== Task to carry out ==
Word for word, give the data again without its pictures.

Records excerpted from a collection
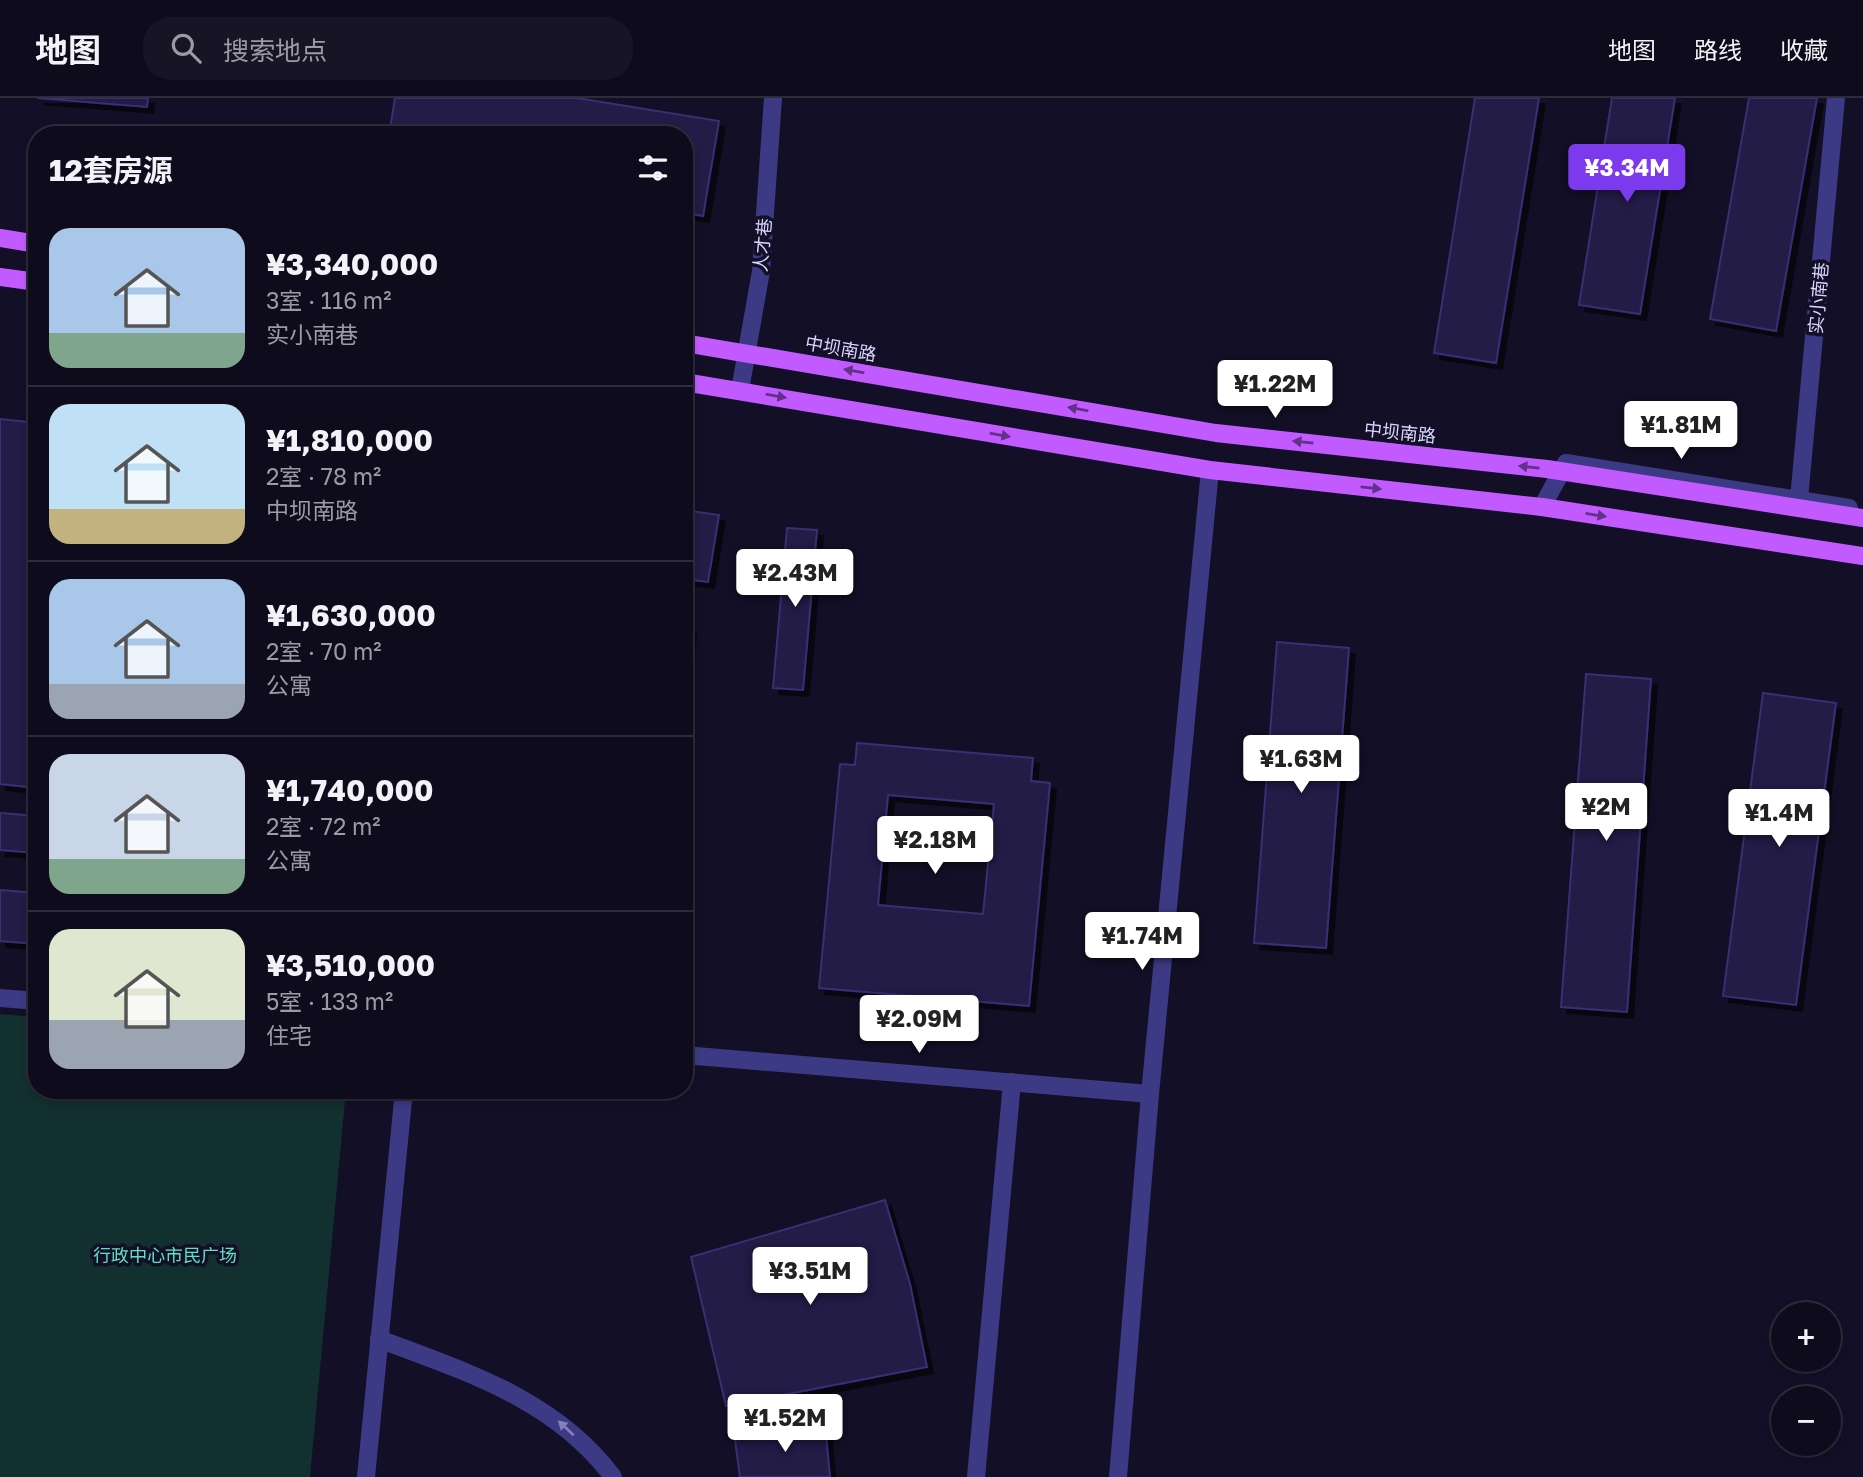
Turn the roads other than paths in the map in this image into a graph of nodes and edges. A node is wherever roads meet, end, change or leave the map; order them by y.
1 (773, 98) edge
2 (1836, 98) edge
3 (0, 239) edge
4 (28, 243) edge
5 (0, 277) edge
6 (28, 281) edge
7 (693, 345) edge
8 (693, 383) edge
9 (740, 390) junction
10 (1210, 470) junction
11 (1799, 499) junction
12 (1542, 507) junction
13 (1863, 510) edge
14 (1863, 518) edge
15 (1863, 556) edge
16 (0, 998) edge
17 (28, 1000) edge
18 (693, 1056) edge
19 (1012, 1082) junction
20 (1150, 1094) junction
21 (403, 1099) edge
22 (379, 1339) junction
23 (366, 1477) edge
24 (613, 1477) edge
25 (976, 1477) edge
26 (1118, 1477) edge

1 - 9 street, 人才巷
2 - 11 street, 实小南巷
3 - 4 main road
5 - 6 main road
14 -> 7 main road, 中坝南路
8 - 9 main road
9 -> 10 main road
10 -> 12 main road
10 - 20 street
11 - 12 street
11 - 13 street
12 -> 15 main road
16 - 17 street
18 - 19 street
19 - 20 street
19 - 25 street
20 - 26 street
21 - 22 street
22 - 23 street
24 -> 22 street

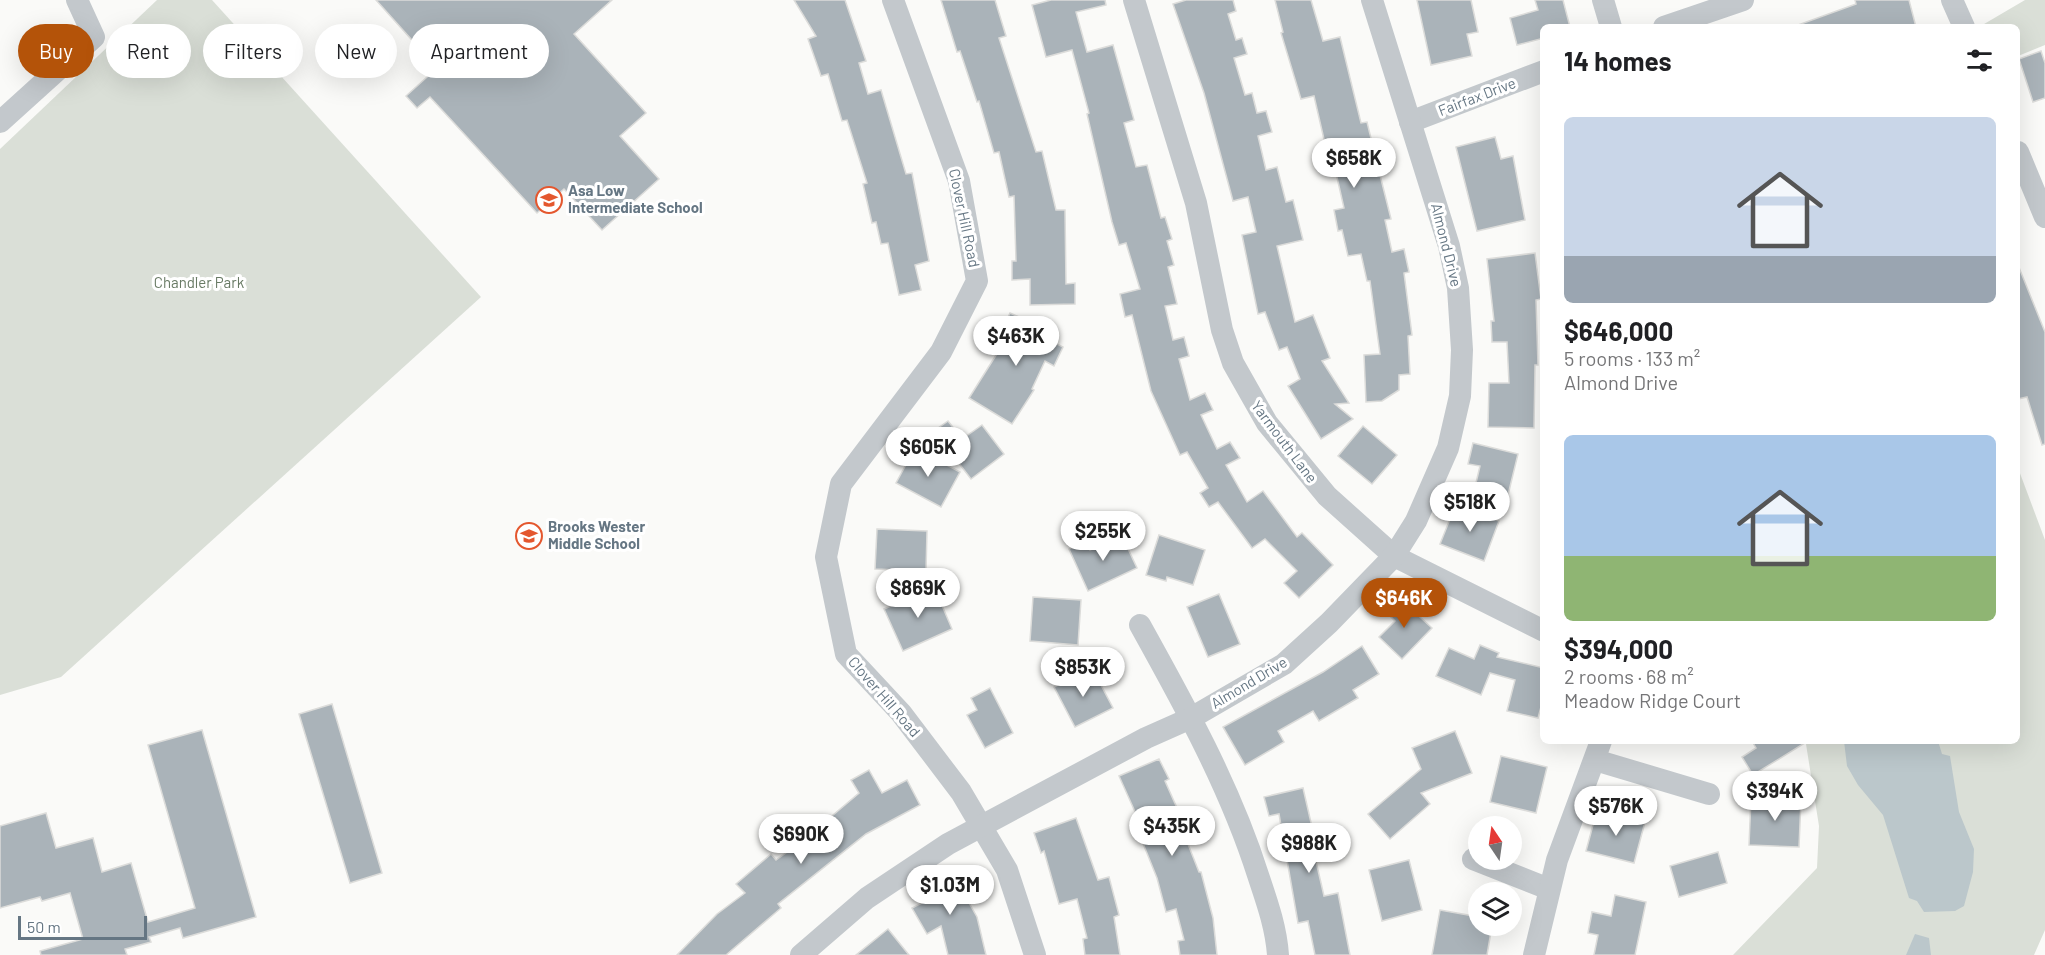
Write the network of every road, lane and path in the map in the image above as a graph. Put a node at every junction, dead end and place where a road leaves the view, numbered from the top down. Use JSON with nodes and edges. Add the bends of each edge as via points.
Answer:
{"nodes":[{"id":1,"x":77,"y":0,"type":"edge"},
{"id":2,"x":893,"y":0,"type":"edge"},
{"id":3,"x":1134,"y":0,"type":"edge"},
{"id":4,"x":1372,"y":0,"type":"edge"},
{"id":5,"x":1603,"y":0,"type":"edge"},
{"id":6,"x":1743,"y":0,"type":"edge"},
{"id":7,"x":1952,"y":0,"type":"edge"},
{"id":8,"x":1610,"y":24,"type":"edge"},
{"id":9,"x":1673,"y":24,"type":"edge"},
{"id":10,"x":1963,"y":24,"type":"edge"},
{"id":11,"x":1540,"y":73,"type":"edge"},
{"id":12,"x":0,"y":122,"type":"edge"},
{"id":13,"x":1410,"y":122,"type":"junction"},
{"id":14,"x":2020,"y":157,"type":"edge"},
{"id":15,"x":2045,"y":217,"type":"edge"},
{"id":16,"x":1394,"y":556,"type":"junction"},
{"id":17,"x":1140,"y":626,"type":"dead end"},
{"id":18,"x":1540,"y":629,"type":"edge"},
{"id":19,"x":1191,"y":718,"type":"junction"},
{"id":20,"x":1598,"y":750,"type":"edge"},
{"id":21,"x":1709,"y":794,"type":"dead end"},
{"id":22,"x":981,"y":824,"type":"junction"},
{"id":23,"x":1501,"y":870,"type":"edge"},
{"id":24,"x":1550,"y":889,"type":"junction"},
{"id":25,"x":801,"y":955,"type":"edge"},
{"id":26,"x":1035,"y":955,"type":"edge"},
{"id":27,"x":1278,"y":955,"type":"edge"},
{"id":28,"x":1534,"y":955,"type":"edge"}],
"edges":[{"from":1,"to":12,"type":"street","via":[[94,37]]},
{"from":2,"to":22,"type":"street","name":"Clover Hill Road","via":[[960,181],[977,281],[941,352],[841,484],[826,557],[846,654],[901,713],[962,792]]},
{"from":3,"to":16,"type":"street","name":"Yarmouth Lane","via":[[1196,203],[1222,330],[1233,363],[1267,423],[1299,465],[1327,496]]},
{"from":4,"to":13,"type":"street","name":"Almond Drive"},
{"from":5,"to":8,"type":"street"},
{"from":6,"to":9,"type":"street"},
{"from":7,"to":10,"type":"street"},
{"from":11,"to":13,"type":"street","name":"Fairfax Drive"},
{"from":13,"to":16,"type":"street","name":"Almond Drive","via":[[1449,246],[1458,288],[1462,350],[1460,396],[1448,448],[1416,521]]},
{"from":14,"to":15,"type":"street"},
{"from":16,"to":18,"type":"street","name":"Yarmouth Lane"},
{"from":16,"to":19,"type":"street","name":"Almond Drive","via":[[1284,664]]},
{"from":17,"to":19,"type":"street"},
{"from":19,"to":22,"type":"street","name":"Almond Drive"},
{"from":19,"to":27,"type":"street","via":[[1243,827],[1276,930]]},
{"from":20,"to":21,"type":"street"},
{"from":20,"to":24,"type":"street"},
{"from":22,"to":25,"type":"street","name":"Almond Drive","via":[[867,898]]},
{"from":22,"to":26,"type":"street","name":"Clover Hill Road","via":[[1007,870]]},
{"from":23,"to":24,"type":"street"},
{"from":24,"to":28,"type":"street"}]}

== Result for this task ==
Turn the roads other than paths in the map in this image into a graph of nodes and edges. A node is wherever roads meet, end, change or leave the map; order them by y.
1 (773, 98) edge
2 (1836, 98) edge
3 (0, 239) edge
4 (28, 243) edge
5 (0, 277) edge
6 (28, 281) edge
7 (693, 345) edge
8 (693, 383) edge
9 (740, 390) junction
10 (1210, 470) junction
11 (1799, 499) junction
12 (1542, 507) junction
13 (1863, 510) edge
14 (1863, 518) edge
15 (1863, 556) edge
16 (0, 998) edge
17 (28, 1000) edge
18 (693, 1056) edge
19 (1012, 1082) junction
20 (1150, 1094) junction
21 (403, 1099) edge
22 (379, 1339) junction
23 (366, 1477) edge
24 (613, 1477) edge
25 (976, 1477) edge
26 (1118, 1477) edge

1 - 9 street, 人才巷
2 - 11 street, 实小南巷
3 - 4 main road
5 - 6 main road
14 -> 7 main road, 中坝南路
8 - 9 main road
9 -> 10 main road
10 -> 12 main road
10 - 20 street
11 - 12 street
11 - 13 street
12 -> 15 main road
16 - 17 street
18 - 19 street
19 - 20 street
19 - 25 street
20 - 26 street
21 - 22 street
22 - 23 street
24 -> 22 street

Write the network of every road, lane and path in the map in the image above as a graph. Put a node at every junction, dead end and place where a road leaves the view, numbered from the top down. Use JSON with nodes and edges. Add the bends of each edge as via points.
Answer:
{"nodes":[{"id":1,"x":77,"y":0,"type":"edge"},
{"id":2,"x":893,"y":0,"type":"edge"},
{"id":3,"x":1134,"y":0,"type":"edge"},
{"id":4,"x":1372,"y":0,"type":"edge"},
{"id":5,"x":1603,"y":0,"type":"edge"},
{"id":6,"x":1743,"y":0,"type":"edge"},
{"id":7,"x":1952,"y":0,"type":"edge"},
{"id":8,"x":1610,"y":24,"type":"edge"},
{"id":9,"x":1673,"y":24,"type":"edge"},
{"id":10,"x":1963,"y":24,"type":"edge"},
{"id":11,"x":1540,"y":73,"type":"edge"},
{"id":12,"x":0,"y":122,"type":"edge"},
{"id":13,"x":1410,"y":122,"type":"junction"},
{"id":14,"x":2020,"y":157,"type":"edge"},
{"id":15,"x":2045,"y":217,"type":"edge"},
{"id":16,"x":1394,"y":556,"type":"junction"},
{"id":17,"x":1140,"y":626,"type":"dead end"},
{"id":18,"x":1540,"y":629,"type":"edge"},
{"id":19,"x":1191,"y":718,"type":"junction"},
{"id":20,"x":1598,"y":750,"type":"edge"},
{"id":21,"x":1709,"y":794,"type":"dead end"},
{"id":22,"x":981,"y":824,"type":"junction"},
{"id":23,"x":1501,"y":870,"type":"edge"},
{"id":24,"x":1550,"y":889,"type":"junction"},
{"id":25,"x":801,"y":955,"type":"edge"},
{"id":26,"x":1035,"y":955,"type":"edge"},
{"id":27,"x":1278,"y":955,"type":"edge"},
{"id":28,"x":1534,"y":955,"type":"edge"}],
"edges":[{"from":1,"to":12,"type":"street","via":[[94,37]]},
{"from":2,"to":22,"type":"street","name":"Clover Hill Road","via":[[960,181],[977,281],[941,352],[841,484],[826,557],[846,654],[901,713],[962,792]]},
{"from":3,"to":16,"type":"street","name":"Yarmouth Lane","via":[[1196,203],[1222,330],[1233,363],[1267,423],[1299,465],[1327,496]]},
{"from":4,"to":13,"type":"street","name":"Almond Drive"},
{"from":5,"to":8,"type":"street"},
{"from":6,"to":9,"type":"street"},
{"from":7,"to":10,"type":"street"},
{"from":11,"to":13,"type":"street","name":"Fairfax Drive"},
{"from":13,"to":16,"type":"street","name":"Almond Drive","via":[[1449,246],[1458,288],[1462,350],[1460,396],[1448,448],[1416,521]]},
{"from":14,"to":15,"type":"street"},
{"from":16,"to":18,"type":"street","name":"Yarmouth Lane"},
{"from":16,"to":19,"type":"street","name":"Almond Drive","via":[[1284,664]]},
{"from":17,"to":19,"type":"street"},
{"from":19,"to":22,"type":"street","name":"Almond Drive"},
{"from":19,"to":27,"type":"street","via":[[1243,827],[1276,930]]},
{"from":20,"to":21,"type":"street"},
{"from":20,"to":24,"type":"street"},
{"from":22,"to":25,"type":"street","name":"Almond Drive","via":[[867,898]]},
{"from":22,"to":26,"type":"street","name":"Clover Hill Road","via":[[1007,870]]},
{"from":23,"to":24,"type":"street"},
{"from":24,"to":28,"type":"street"}]}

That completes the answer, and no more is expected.